Economists generally see   consumption taxes as more efficient than income tax systems, which have double taxation problems (companies and individuals) and unfair taxation of nominal vs real gains or interest on savings.

Interestingly, it's a Dem Senator Cardin who has promoted a progressive consumption tax, a variation on the FAIR flat tax that Trump is targeting with his "Old McDonald" ads on DeSantis.  So how do you make a consumption tax "progressive"? Probably the biggest argument against a flat tais is its regressive, disparate effect on lower-income households which spend most of their income on consumption. There are policy tweaks like category (e.g., food) exclusions and/or prebates.

A couple of points here: one could also have a flat income tax rate (e.g., Russia and a few othera), and the Fair Tax would repeal other taxes (e.g., income, payroll, estate, etc.)
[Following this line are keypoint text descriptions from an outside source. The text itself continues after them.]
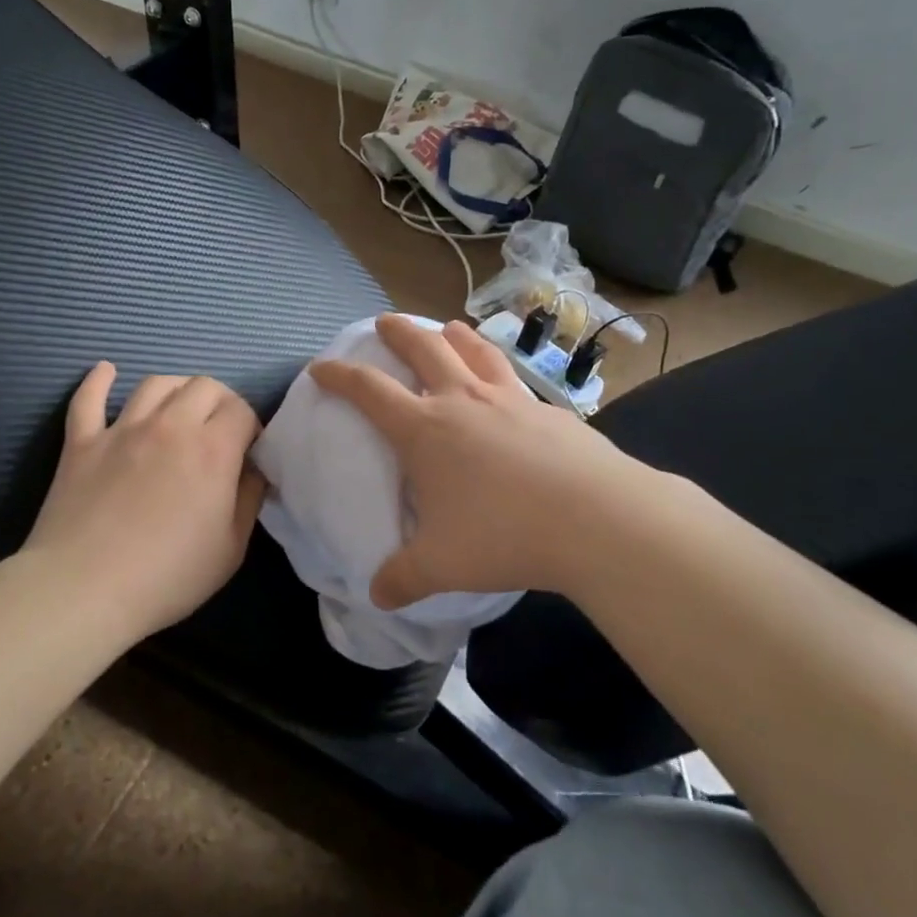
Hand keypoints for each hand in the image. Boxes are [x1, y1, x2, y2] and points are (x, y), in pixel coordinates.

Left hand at [22, 363, 266, 637]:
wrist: (84, 590)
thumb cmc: (168, 576)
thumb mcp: (231, 548)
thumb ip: (249, 499)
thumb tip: (255, 470)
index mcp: (213, 449)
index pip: (242, 410)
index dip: (251, 426)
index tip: (248, 451)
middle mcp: (170, 425)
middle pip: (204, 385)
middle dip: (220, 402)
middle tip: (218, 431)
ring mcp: (121, 429)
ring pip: (155, 383)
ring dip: (175, 389)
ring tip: (178, 408)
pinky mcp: (81, 442)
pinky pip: (88, 399)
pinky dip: (98, 380)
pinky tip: (106, 371)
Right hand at [310, 315, 656, 607]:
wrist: (596, 518)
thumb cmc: (503, 534)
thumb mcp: (441, 565)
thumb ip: (403, 578)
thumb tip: (378, 596)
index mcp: (425, 430)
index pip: (369, 390)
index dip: (339, 375)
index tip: (321, 366)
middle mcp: (463, 401)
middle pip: (424, 348)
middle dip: (399, 331)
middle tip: (385, 321)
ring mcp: (511, 400)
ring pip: (475, 351)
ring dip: (455, 336)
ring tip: (449, 329)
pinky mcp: (550, 411)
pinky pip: (517, 382)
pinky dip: (502, 374)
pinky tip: (510, 391)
I'm not going to resolve this issue, but Trump, by engaging in Dem-like attacks (never mind I run inro probably at least one leftist Twitter troll daily whining about Trump's "unpaid-for" tax cut), lacks serious leadership on a key issue. Our convoluted tax laws are so complex many people end up hiring tax accountants and/or lawyers, and there are lobbyists who help write ever more incomprehensible,laws defying generality of law. The federal tax system has become an unsustainable Ptolemaic system, crying for a paradigm shift (making a personal favorite Kuhn reference). A large proportion of voters/households pay little if anything into our income tax system. 

A consumption tax is far easier to implement, more economically efficient and (with some minor exceptions), largely untapped as a source of federal revenue. The VAT is a popular version of a consumption tax, already adopted in some form in nearly 140 countries. As for regressivity:

Exempting, zero rating, or excluding certain essential consumption goods from the tax base (e.g., foodstuffs, medicine, health care) can reduce the regressivity of a VAT. Giving preferential treatment to particular goods, however, is an inefficient way to make the tax less regressive because high-income households consume more of the goods in question (though less as a share of income) than low-income households do. A better approach is to provide a limited cash payment—that is, a demogrant or a refundable tax credit. That way, everyone receives the same benefit, in dollars, which translates into a larger share of low-income households’ income.

We could vastly simplify our income tax system with a large exemption and make it proportional, i.e., low and flat, exempt interest income, eliminate double taxation, and adjust capital gains for inflation.